GeoSphere.h:67: m_terrain->GetColor(...)
. m_terrain
is correctly set to an instanced Terrain
object, but once we arrive in GetColor
, this points to the object’s vtable (so m_terrain->Terrain._vtbl
, if you speak GDB). It doesn’t die because GetColor()
only reads uses the (now random) stuff in m_fracdef
but its far enough out of reasonable bounds that it takes seconds for GetColor()
to return, resulting in it taking several minutes to generate the intial patches on game start, even for a simple system (eg Lave).
I had to drop down to assembly to see what was going on. From what I can tell, its assuming the GCC thiscall
calling convention for the call to GetColor()
, but as of GCC 4.7.0 its switched to using the MSVC __thiscall
calling convention by default, which is what GetColor()
is expecting. Its not the whole story though, because its still correctly expecting GetColor()
to clean the stack before returning (which is why it didn’t just blow up). So it looks like there’s some bizarre edge case that causes it choose the wrong calling convention when setting up the call but not for the cleanup.
Unfortunately its been impossible to reproduce. This unlucky scenario involves virtual inheritance, templates, a static library link and references and doubles as args.

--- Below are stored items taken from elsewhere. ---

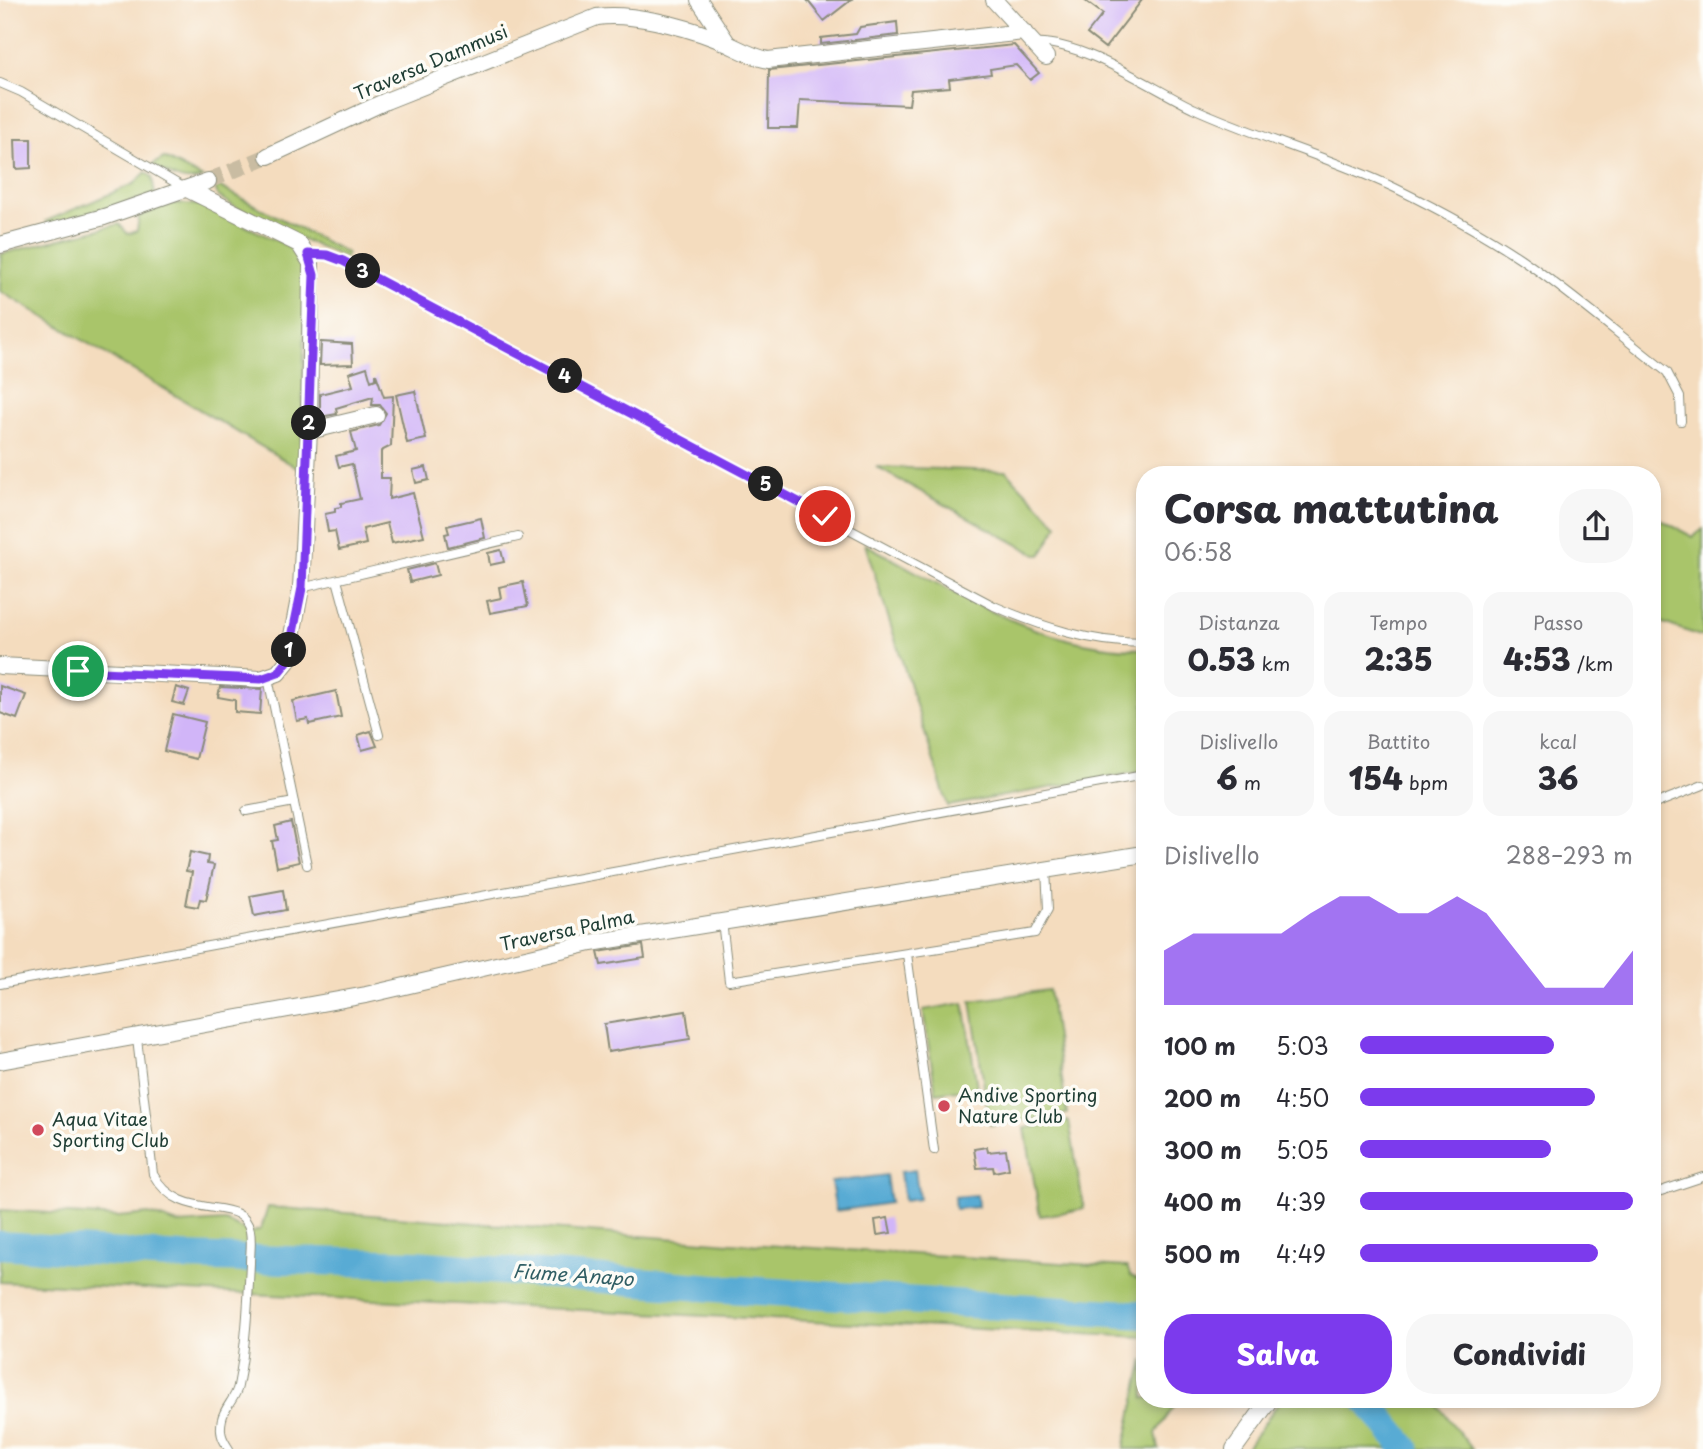 <!DOCTYPE html>
<html lang="it">
<meta charset="utf-8">
<style>
:root{--surface:#fff;--page:#f7f7f7;--text:#2b2b33;--muted:#7c7c81;--accent:#7c3aed}
body{margin:0;font-family:"Playpen Sans",sans-serif;background:var(--page);color:var(--text);height:100vh;display:flex;flex-direction:column;font-size:26px;white-space:nowrap}
*{box-sizing:border-box;margin:0}
p{font-size:23px;color:var(--muted)}
.icon{flex:none;width:38px;height:38px;fill:none;stroke:currentColor;stroke-width:2;stroke-linecap:round;stroke-linejoin:round}
.map{position:relative;flex:1;overflow:hidden}
.details{position:absolute;left:1136px;top:466px;width:525px;height:942px;display:flex;flex-direction:column;background:var(--surface);border-radius:28px;box-shadow:0 4px 10px #0003}
.details>*{flex:none}
.pin{position:absolute;display:grid;place-items:center;width:60px;height:60px;color:#fff;margin:-30px;border:4px solid #fff;border-radius:50%;box-shadow:0 2px 7px #0007}
.km{position:absolute;width:35px;height:35px;margin:-18px;border-radius:50%;background:#222;color:#fff;font-size:19px;line-height:35px;text-align:center}
.round{display:grid;place-items:center;flex:none;width:74px;height:74px;border-radius:28px;background:var(--page)}
.summary{display:flex;align-items:center;justify-content:space-between;height:119px;padding:0 28px}
h1{font-size:38px;font-weight:800;line-height:52px}
.metrics{display:grid;grid-template-columns:repeat(3,1fr);gap:10px;height:119px;padding:7px 28px}
.metrics div{display:grid;align-content:center;border-radius:18px;background:var(--page);text-align:center}
.metrics b{font-size:30px;font-weight:800}
.metrics small{font-size:19px;font-weight:400}
.metrics p{font-size:19px}
.chart{height:196px;padding:14px 28px}
.chart p{display:flex;justify-content:space-between}
.chart svg{width:100%;height:126px;margin-top:7px;fill:var(--accent);opacity:.7}
.cta{display:flex;gap:14px;margin-top:auto;padding:14px 28px}
.cta a{flex:1;height:80px;border-radius:28px;background:var(--accent);color:#fff;font-size:28px;font-weight:800;line-height:80px;text-align:center}
.cta a+a{background:var(--page);color:var(--text)}
ul{padding:0 28px;list-style:none;font-size:23px}
li{display:grid;grid-template-columns:112px 84px 1fr;align-items:center;height:52px}
li i{height:18px;border-radius:9px;background:var(--accent)}
.map>svg:first-child{display:block}
.green{fill:#a9c56b;stroke:#648150;stroke-width:2}
.water{fill:#58abd4;stroke:#3c7484;stroke-width:2}
.lines{fill:none;stroke-linecap:round;stroke-linejoin:round}
.river{stroke:#58abd4;stroke-width:28}
.building{fill:#d1b5f8}
.street-tunnel{stroke:#c9bca2;stroke-width:16;stroke-dasharray:16 8;stroke-linecap:butt}
.lane-casing{stroke:#8a8c79;stroke-width:10}
.street-casing{stroke:#8a8c79;stroke-width:18}
.lane{stroke:#fff;stroke-width:8}
.street{stroke:#fff;stroke-width:16}
.route-casing{stroke:#fff;stroke-width:14}
.route{stroke:#7c3aed;stroke-width:9}
.poi-dot{fill:#d1495b;stroke:#fdfcf7;stroke-width:2.5}
.labels{text-anchor:middle;stroke-width:7;stroke-linejoin:round;paint-order:stroke}
.street-label{font-size:18px;fill:#1f3d34;stroke:#fdfcf7}
.poi-label{font-size:18px;fill:#1f3d34;stroke:#fdfcf7;text-anchor:start}
.water-label{font-size:19px;font-style:italic;fill:#305e64;stroke:#fdfcf7}
</style>
<div class="map">
<svg width="1703" height="1449" viewBox="0 0 1703 1449">
<rect width="100%" height="100%" fill="#fdfcf7"/>
<filter id="ink" filterUnits="userSpaceOnUse"><feTurbulence type="fractalNoise" baseFrequency=".0143" numOctaves="2"/><feDisplacementMap in="SourceGraphic" scale="14" xChannelSelector="R" yChannelSelector="G"/><feConvolveMatrix kernelMatrix="1 2 1 2 8 2 1 2 1" color-interpolation-filters="sRGB"/></filter>
<filter id="wash" filterUnits="userSpaceOnUse"><feTurbulence type="fractalNoise" baseFrequency=".00686" numOctaves="4" result="noise"/><feDisplacementMap in="SourceGraphic" scale="28" xChannelSelector="R" yChannelSelector="G"/><feGaussianBlur stdDeviation="1.57" result="paint"/><feColorMatrix in="noise" values="0 0 0 0 0 0 0 0 0 0 0 0 0 0 0 0 0 1.4 0 .05"/><feComposite in="paint" operator="in"/></filter>
<g filter="url(#wash)">
<rect width="100%" height="100%" fill="#f4dcbe"/>
<!-- green -->
<path class="green" d="M 164,158 L 203,178 C 182,185 171,175 152,165 Z
M 146,172 L 152,177 L 155,195 L 49,224 L 46,221 L 134,184 Z
M 214,184 L 347,253 L 345,258 L 253,218 L 218,196 Z
M 173,203 L 201,205 L 286,245 L 298,255 L 306,268 L 301,470 L 0,291 L 1,254 L 119,224 L 128,234 L 137,231 L 139,216 Z
M 876,467 L 1006,471 L 1058,525 L 1041,555 L 1037,555 Z
M 1652,515 L 1693,537 L 1703,529 L 1703,637 L 1652,619 Z
M 865,544 C 953,591 1040,650 1144,649 L 1144,771 L 948,806 Z
M 1049,990 L 1067,1114 L 990,1125 L 971,1001 Z
M 964,1003 L 977,1087 L 936,1093 L 923,1010 Z
M 1069,1121 L 1084,1209 L 1040,1216 L 1025,1128 Z
M 268,1207 L 730,1243 L 1127,1267 L 1131,1276 L 1144,1282 L 1144,1337 L 0,1282 L 0,1210 L 118,1217 L 149,1214 L 178,1224 L 225,1221 L 251,1233 L 261,1229 Z
M 1144,1359 L 1144,1398 L 1180,1398 L 1156,1433 L 1159,1449 L 1124,1449 Z
M 1282,1398 L 1432,1398 L 1472,1449 L 1246,1449 Z"/>
<!-- water -->
<path class="water" d="M 915,1170 L 919,1199 L 904,1201 L 900,1172 Z
M 886,1175 L 890,1203 L 836,1211 L 831,1182 Z
M 977,1195 L 978,1207 L 955,1209 L 954,1197 Z"/>
<g class="lines">
<!-- river -->
<path class="river" d="M 0,1245 L 183,1257 L 415,1264 L 727,1289 L 1144,1315
M 1365,1398 L 1406,1449"/>
</g>
<g id="blocks">
<!-- building -->
<path class="building" d="M 807,0 L 851,0 L 824,21 Z
M 1084,0 L 1142,0 L 1105,48 L 1087,34 L 1103,14 Z
M 897,22 L 898,35 L 821,44 L 821,38 L 856,34 L 860,27 Z
M 1014,45 L 1039,73 L 1030,80 L 1016,65 L 990,69 L 991,74 L 949,79 L 950,87 L 911,90 L 909,105 L 800,100 L 798,128 L 768,128 L 769,70 Z
M 15,139 L 31,139 L 31,168 L 16,169 Z
M 321,342 L 352,344 L 353,364 L 320,365 Z
M 367,367 L 371,381 L 376,379 L 376,374 L 384,397 L 393,396 L 391,446 L 381,451 L 381,478 L 390,478 L 389,499 L 413,493 L 424,536 L 392,543 L 387,523 L 363,529 L 366,544 L 339,550 L 335,531 L 328,532 L 325,514 L 335,512 L 335,508 L 341,507 L 341,503 L 360,499 L 352,464 L 339,467 L 336,456 L 356,451 L 351,432 L 379,425 L 386,413 L 380,405 L 372,405 L 373,397 L 336,408 L 337,414 L 320,417 L 320,394 L 353,386 L 349,373 Z
M 415,391 L 426,439 L 407,443 L 396,395 Z
M 426,467 L 429,480 L 416,483 L 413,470 Z
M 481,518 L 485,538 L 448,547 L 445,534 L 449,533 L 447,526 Z
M 501,550 L 504,562 L 490,565 L 488,553 Z
M 435,563 L 438,575 L 410,582 L 407,570 Z
M 523,582 L 528,606 L 490,613 L 487,601 L 501,598 L 499,587 Z
M 0,686 L 26,695 L 17,719 L 0,713 Z
M 176,687 L 189,691 L 184,705 L 172,702 Z
M 220,687 L 262,689 L 260,714 L 235,712 L 235,700 L 218,697 Z
M 336,691 L 341,717 L 309,724 L 308,719 L 297,721 L 293,701 Z
M 173,714 L 205,722 L 196,759 L 164,751 Z
M 371,731 L 377,746 L 362,750 L 358,735 Z
M 291,822 L 299,862 L 277,867 L 272,841 L 278,840 L 275,826 Z
M 190,852 L 208,856 L 207,864 L 214,865 L 206,900 L 200,899 L 198,907 L 186,905 L 192,872 L 186,871 Z
M 283,890 L 286,910 L 254,916 L 250,896 Z
M 643,945 L 645,958 L 601,965 L 598,952 Z
M 686,1011 L 690,1039 L 608,1052 L 604,1024 Z
M 987,1147 L 988,1152 L 1006,1150 L 1009,1169 L 994,1172 L 993,1167 L 977,1168 L 974,1149 Z
M 888,1218 L 891,1233 L 877,1235 L 875,1220 Z"/>
</g>
</g>
<g filter="url(#ink)">
<use href="#blocks" fill-opacity="0" stroke="#8a8c79" stroke-width="2"/>
<g class="lines">
<!-- street-tunnel -->
<path class="street-tunnel" d="M 208,181 L 268,156"/>
<defs>
<path id="lane" d="M 1033,43 C 1077,38 1152,88 1193,108 C 1259,138 1330,157 1395,188 C 1438,209 1481,232 1520,258 C 1571,293 1618,334 1667,372 L 1680,397 L 1681,421
M 0,83 L 21,92 L 183,187
M 308,254 L 327,255 L 343,261 L 994,606 C 1042,627 1091,643 1144,643
M 337,580 L 379,735
M 301,588 L 518,537
M 268,678 L 307,865
M 1652,805 L 1703,785
M 246,811 L 294,802
M 722,921 L 729,981 L 1035,933 L 1048,909 L 1046,869
M 907,954 L 934,1150
M 0,984 L 1144,775
M 137,1039 L 153,1174 C 181,1226 243,1192 250,1231 C 252,1241 250,1253 250,1263 C 248,1304 246,1347 238,1386 C 236,1398 224,1408 222,1419 C 219,1432 222,1439 229,1449
M 1652,1194 L 1703,1177"/>
<path id="street" d="M 699,0 L 728,44
M 994,0 L 1046,57
M 268,156 L 386,101 L 597,17 C 629,12 683,26 714,38 C 733,45 748,56 768,60 L 1024,32
M 0,245 L 104,217 L 208,181
M 309,431 L 376,415
M 0,666 L 261,679 L 278,673 L 287,662 L 301,588 L 309,431 L 311,263 L 299,244 L 187,189
M 0,1061 L 366,995 L 591,943 L 1144,854
M 1234,1449 L 1271,1398"/>
</defs>
<!-- lane casing -->
<use href="#lane" class="lane-casing"/>
<!-- street casing -->
<use href="#street" class="street-casing"/>
<!-- lane -->
<use href="#lane" class="lane"/>
<!-- street -->
<use href="#street" class="street"/>
</g>
</g>
<g class="lines" filter="url(#ink)">
<defs>
<path id="route" d="M 78,671 L 261,679 L 278,673 L 287,662 L 302,588 L 314,275 L 308,254 L 327,255 L 343,261 L 825,516"/>
</defs>
<!-- route casing -->
<use href="#route" class="route-casing"/>
<!-- route -->
<use href="#route" class="route"/>
</g>
<!-- markers -->
<g class="poi-dot">
<circle cx="944" cy="1106" r="7"/>
<circle cx="38" cy="1130" r="7"/>
</g>
<g class="labels">
<!-- street labels -->
<g class="street-label">
<text transform="translate(431 63) rotate(-23)" y="6">Traversa Dammusi</text>
<text transform="translate(567 931) rotate(-12)" y="6">Traversa Palma</text>
</g>
<!-- poi labels -->
<g class="poi-label">
<text x="958" y="1102">Andive Sporting<tspan x="958" dy="21">Nature Club</tspan></text>
<text x="52" y="1126">Aqua Vitae<tspan x="52" dy="21">Sporting Club</tspan></text>
</g>
<!-- water labels -->
<g class="water-label">
<text transform="translate(573 1275) rotate(4)" y="7">Fiume Anapo</text>
</g>
</g>
</svg>
<div class="pin" style="left:78px;top:671px;background:#1e9e55"><svg class="icon" aria-label="arrive" viewBox="0 0 24 24"><path d="M6 21V4h12l-3 4 3 4H6"/></svg></div>
<div class="pin" style="left:825px;top:516px;background:#d93025"><svg class="icon" aria-label="check" viewBox="0 0 24 24"><path d="M5 12l5 5 9-10"/></svg></div>
<b class="km" style="left:289px;top:650px">1</b>
<b class="km" style="left:309px;top:423px">2</b>
<b class="km" style="left:363px;top:271px">3</b>
<b class="km" style="left:565px;top:376px">4</b>
<b class="km" style="left:766px;top:484px">5</b>
<section class="details">
<div class="summary"><div><h1>Corsa mattutina</h1><p>06:58</p></div><a class="round"><svg class="icon" aria-label="share" viewBox="0 0 24 24"><path d="M12 15V3M7 8l5-5 5 5M5 13v7h14v-7"/></svg></a></div>
<div class="metrics">
<div><p>Distanza</p><b>0.53<small> km</small></b></div>
<div><p>Tempo</p><b>2:35</b></div>
<div><p>Passo</p><b>4:53<small> /km</small></b></div>
</div>
<div class="metrics">
<div><p>Dislivello</p><b>6<small> m</small></b></div>
<div><p>Battito</p><b>154<small> bpm</small></b></div>
<div><p>kcal</p><b>36</b></div>
</div>
<div class="chart"><p><span>Dislivello</span>288–293 m</p>
<svg viewBox="0 0 160 44" preserveAspectRatio="none"><path d="M0 44V25L10 19L20 19L30 19L40 19L50 12L60 6L70 6L80 12L90 12L100 6L110 12L120 25L130 38L140 38L150 38L160 25V44z"/></svg>
</div>
<ul>
<li><b>100 m</b>5:03<i style="width:71%"></i></li>
<li><b>200 m</b>4:50<i style="width:86%"></i></li>
<li><b>300 m</b>5:05<i style="width:70%"></i></li>
<li><b>400 m</b>4:39<i style="width:100%"></i></li>
<li><b>500 m</b>4:49<i style="width:87%"></i></li>
</ul>
<div class="cta"><a>Salva</a><a>Condividi</a></div>
</section>
</div>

Its a lot of variables, and I’ve tried several combinations in tests to try and reduce it for a bug report, but I haven’t been able to make it happen.
For now I’m sitting on it until I can figure out what to do with it. I’ve reverted the build environment to GCC 4.6.3 which has the old and working calling convention, and its all good for now. Hopefully someone somewhere bumps into it and it gets fixed all by itself!